C. Effects of the Invention] As is clear from the above description, according to the present invention, the range where the object is imaged is illuminated by laser light, and the range of the infrared image can be visually confirmed. , small size because it does not require devices such as adder circuits,
Can be configured to be lightweight. Furthermore, there is no need for adjustment even when the imaging distance changes, and it is easy to use and has a significant industrial effect in that it contributes to improved performance.

[Brief explanation of the drawing]

Fig. 1 is a diagram of the principle of the present invention, Fig. 2 is a block diagram of an embodiment of the present invention, Fig. 3 is a block diagram of a conventional single-lens image superimposition device, and Fig. 4 is a conventional twin-lens image superimposition device. A block diagram of the superimposition device, FIG. 5 is a diagram showing parallax in the two-lens system.
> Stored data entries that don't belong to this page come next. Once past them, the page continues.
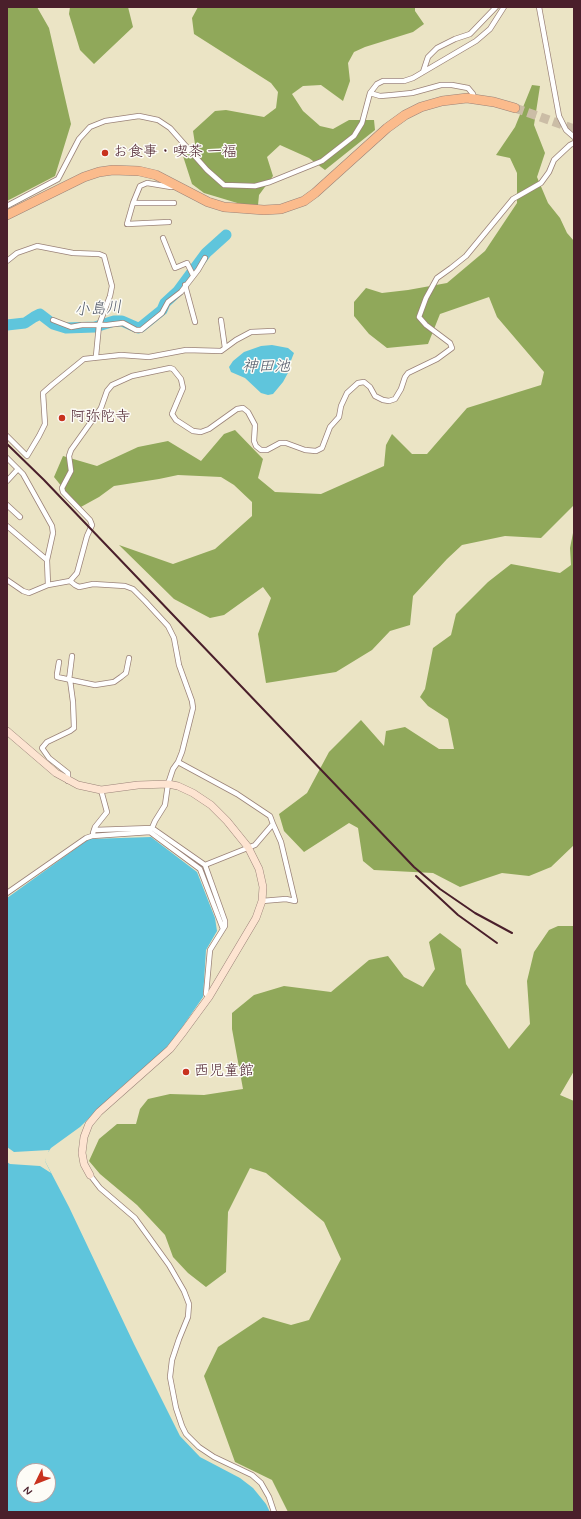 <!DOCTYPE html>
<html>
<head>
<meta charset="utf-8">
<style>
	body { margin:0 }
	#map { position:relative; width:581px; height:1519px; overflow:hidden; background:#ebe4c5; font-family:Mynerve,sans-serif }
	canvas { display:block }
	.frame { position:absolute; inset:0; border:8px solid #4a1f2b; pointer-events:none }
	.north { position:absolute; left:16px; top:1463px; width:40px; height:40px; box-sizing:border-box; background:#fdfcf7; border:1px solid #b5a4a5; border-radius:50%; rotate:227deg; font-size:11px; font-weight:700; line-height:16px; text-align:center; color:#4a1f2b }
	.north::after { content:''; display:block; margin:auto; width:14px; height:18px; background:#c8321e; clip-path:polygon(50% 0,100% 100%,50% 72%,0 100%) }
</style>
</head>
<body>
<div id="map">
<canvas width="581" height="1519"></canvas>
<div class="frame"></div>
<div class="north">N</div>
</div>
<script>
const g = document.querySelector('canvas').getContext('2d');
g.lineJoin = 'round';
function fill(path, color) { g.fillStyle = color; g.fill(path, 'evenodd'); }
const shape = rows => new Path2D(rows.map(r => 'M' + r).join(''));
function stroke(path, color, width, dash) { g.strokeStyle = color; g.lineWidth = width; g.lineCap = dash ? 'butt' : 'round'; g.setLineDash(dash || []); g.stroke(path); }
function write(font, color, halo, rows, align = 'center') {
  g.font = font + ' Mynerve,"Klee One",sans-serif'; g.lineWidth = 3; g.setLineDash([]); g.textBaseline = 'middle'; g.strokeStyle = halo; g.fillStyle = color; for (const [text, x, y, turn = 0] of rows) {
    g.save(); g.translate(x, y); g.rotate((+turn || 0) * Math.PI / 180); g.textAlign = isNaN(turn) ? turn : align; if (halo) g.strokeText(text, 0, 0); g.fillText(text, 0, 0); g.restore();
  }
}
const forest = shape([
	[7,7,37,7,49,28,71,124,55,176,7,201],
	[70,7,128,7,133,27,94,64,80,50,69,14],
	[198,7,415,7,415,11,424,24,413,32,365,47,354,52,348,63,350,81,343,101,321,85,303,86,292,94,303,111,320,126,333,129,349,120,374,120,375,130,325,170,309,158,280,145,267,157,273,176,259,195,258,205,244,205,204,193,192,184,182,153,195,144,193,131,215,111,226,110,264,117,276,108,278,92,271,83,194,34,192,18],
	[532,85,540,86,534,125,545,153,537,177,548,203,560,218,567,233,574,241,574,505,541,538,505,536,462,545,447,559,413,596,410,625,390,631,372,650,336,672,266,683,258,634,271,598,263,587,224,615,210,618,174,599,119,545,173,564,215,549,252,516,252,502,234,485,221,477,178,475,159,479,114,486,99,497,79,508,54,477,63,456,97,466,138,447,168,441,201,461,224,434,235,430,263,459,258,478,275,492,321,494,384,466,386,445,392,434,412,454,427,454,467,408,541,385,544,372,497,317,489,297,440,314,428,344,387,348,369,334,354,316,354,302,366,288,382,293,408,290,447,283,485,251,517,203,517,173,510,158,496,155,515,127],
	[573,533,574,533,574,845,551,867,529,876,502,873,460,887,433,873,374,870,363,861,358,828,349,823,304,852,284,831,279,814,307,793,329,752,361,720,384,746,386,731,405,727,439,749,454,749,448,719,428,706,420,697,425,689,433,648,451,635,456,614,488,582,511,564,560,573,571,565,570,548],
	[558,926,574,926,574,1071,560,1095,574,1101,574,1512,288,1512,272,1480,235,1462,204,1376,218,1347,263,1317,291,1325,309,1320,341,1259,324,1222,266,1173,250,1168,228,1212,226,1272,206,1287,188,1273,173,1257,165,1235,137,1205,100,1174,89,1161,99,1139,117,1124,136,1124,140,1109,148,1099,170,1094,204,1095,243,1089,232,1029,232,1013,254,995,284,986,331,992,369,960,388,956,404,977,423,987,435,969,429,942,440,933,461,949,466,984,509,1049,530,1024,527,981,534,952,549,930]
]);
const water = shape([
	[272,345,288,348,294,353,290,363,289,371,283,382,273,394,268,395,261,393,245,378,231,372,229,367,233,361,244,352,261,346],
	[151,837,197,872,215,918,217,931,206,950,203,997,174,1039,160,1054,118,1090,80,1127,51,1148,46,1155,45,1161,69,1207,134,1344,180,1436,200,1457,240,1478,253,1488,266,1504,270,1512,7,1512,7,898,89,839],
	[24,1471,48,1471,48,1495,24,1495]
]);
const pier = shape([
	[7,1147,14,1152,49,1150,45,1161,51,1173,40,1166,10,1164,7,1162]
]);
const river = shape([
	[7,325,25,323,34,317,40,314,53,324,66,328,95,327,114,321,122,321,138,328,141,327,162,310,165,303,178,291,206,253,226,235]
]);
const highwayTunnel = shape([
	[515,108,574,129]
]);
const street = shape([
	[539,7,559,116,566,130,574,137],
	[423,72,428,57,437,48,455,39,470,34,496,7],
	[370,93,380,96,392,95,412,93,441,85,452,85,468,88,473,94,474,99],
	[133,203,174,203],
	[7,206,58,179,79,139,90,127,105,121,139,116,158,120,170,128,207,170,224,185,255,186,270,182,322,161,354,136,362,123,370,93,377,84,383,81,404,81,413,78,476,41,490,29,504,7],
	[169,222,127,224,133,203,140,186,147,183,171,187,176,186],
	[163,238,175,268,187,263,193,275],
	[7,261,17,253,37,246,73,253,99,254,104,256,112,286,110,296,99,325,96,356],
	[185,285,195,322],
	[53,320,71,327,82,325,107,325,123,323,136,330,141,330,162,313,168,302,181,292,198,270,205,258],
	[221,320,225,348],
	[7,436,27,456,39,436,45,424,43,393,52,385,84,359,121,355,149,357,186,350,221,351,236,340,251,332,273,331],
	[7,458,23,474,52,526,53,533,47,560,48,585],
	[7,481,18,469],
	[7,505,20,517],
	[7,526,47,560],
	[7,580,23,591,29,593,48,585,70,581,75,585,79,587,93,584,125,586,133,589,145,601,168,626,174,638,179,665,192,701,193,708,182,752,178,762,173,769,168,784,165,805,155,821,152,828,94,830],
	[70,581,77,573,87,536,92,525,90,520,63,492,62,488,71,471,69,456,71,450,101,408,107,391,112,385,132,376,170,368,173,369,181,379,183,388,172,414,176,420,193,431,201,432,209,429,237,409,243,408,248,412,255,425,254,441,256,446,261,450,267,450,280,443,286,443,305,450,316,451,322,448,330,427,339,417,341,406,347,393,358,383,364,382,370,387,375,396,383,400,389,401,395,399,401,389,405,377,408,373,437,359,452,348,450,343,426,325,419,317,426,298,437,278,451,268,466,256,513,199,541,183,549,172,554,160,570,145,574,143],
	[59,662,57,674,57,677,95,685,114,682,121,677,126,673,129,658],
	[69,680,72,656],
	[178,762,237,794,270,816,273,824],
	[68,781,68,773,49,758,42,748,47,742,70,731,74,728,73,702,70,680],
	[152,828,205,865,225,921,225,926,210,950,206,994,209,997],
	[93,833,95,827,107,812,101,790],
	[205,865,255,845,273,824,281,842,295,901,286,899,262,901],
	[7,893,86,838,92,836,150,832,200,869,223,929],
	[90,1175,100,1188,135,1218,169,1265,184,1291,189,1304,188,1317,179,1339,172,1360,170,1377,176,1408,182,1426,186,1434,199,1447,214,1457,252,1475,261,1483,269,1497,274,1512]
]);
const secondary = shape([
	[7,731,56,773,78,785,101,790,138,785,168,784,178,786,193,793,211,805,227,821,248,847,259,869,263,887,262,901,256,918,209,997,184,1031,170,1049,99,1112,89,1124,84,1137,82,1153,84,1164,90,1175]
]);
const highway = shape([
	[7,215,84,177,99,172,113,170,139,171,156,175,208,202,224,207,264,210,281,209,304,201,315,193,387,128,405,115,421,107,442,101,467,98,494,102,515,108]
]);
const rail = shape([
	[7,444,44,480,414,867,440,889,475,913,512,933],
	[416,876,458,915,497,943]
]);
const markers = [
	[105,153,4,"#c8321e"],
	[62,418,4,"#c8321e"],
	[186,1072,4,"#c8321e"]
];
const poiNames = [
	["お食事・喫茶 一福",113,153],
	["阿弥陀寺",70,418],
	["西児童館",194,1072]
];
const waterNames = [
	["小島川",98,310,-4],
	["神田池",266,368]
];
fill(forest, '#90a85a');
fill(water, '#5fc5dc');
fill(pier, '#ebe4c5');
stroke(river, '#5fc5dc', 11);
stroke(highwayTunnel, '#cbbda6', 9, [9, 4.5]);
stroke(street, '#9a8278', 6);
stroke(secondary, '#9a8278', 8);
stroke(highway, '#9a8278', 10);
stroke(street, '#fff', 4.5);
stroke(secondary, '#fde4d1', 7);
stroke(highway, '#fbbb8c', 9);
stroke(rail, '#4a1f2b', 2);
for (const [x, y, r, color] of markers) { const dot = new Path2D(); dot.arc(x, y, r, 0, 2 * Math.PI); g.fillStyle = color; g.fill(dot); stroke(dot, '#fdfcf7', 1.5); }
write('15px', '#4a1f2b', '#fdfcf7', poiNames, 'left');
write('italic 16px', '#515969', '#fdfcf7', waterNames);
</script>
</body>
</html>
In Fig. 1, ■ is the subject, 7 is the TV monitor, 9 is the scanning optical system, 13 is the imaging lens, 14 is the infrared detector, 1
6 indicates a reflecting mirror, and 17 indicates a laser light source.Figure 2Figure 1

Claims (1)

[Claims] Optical system (9) that scans infrared rays emitted from the subject (1)
and an infrared detector (14) via an imaging lens (13).
In the infrared imaging device, the scanning optical system (9) displays an output signal of the infrared detector (14) that is received and photoelectrically converted on a TV monitor (7) as a temperature distribution pattern of the subject (1). A reflecting mirror (16) that is sufficiently small compared to the diameter of the imaging lens (13) is provided on the central optical axis between the imaging lens (13) and the imaging lens (13).
16) is provided with a laser light source (17) for irradiating the subject with a laser beam and the reflected light passes through the scanning optical system (9) and irradiates the subject in a direction opposite to the infrared light received from the subject (1); An infrared imaging device characterized in that the range illuminated by the laser light emitted from the scanning optical system (9) can be recognized.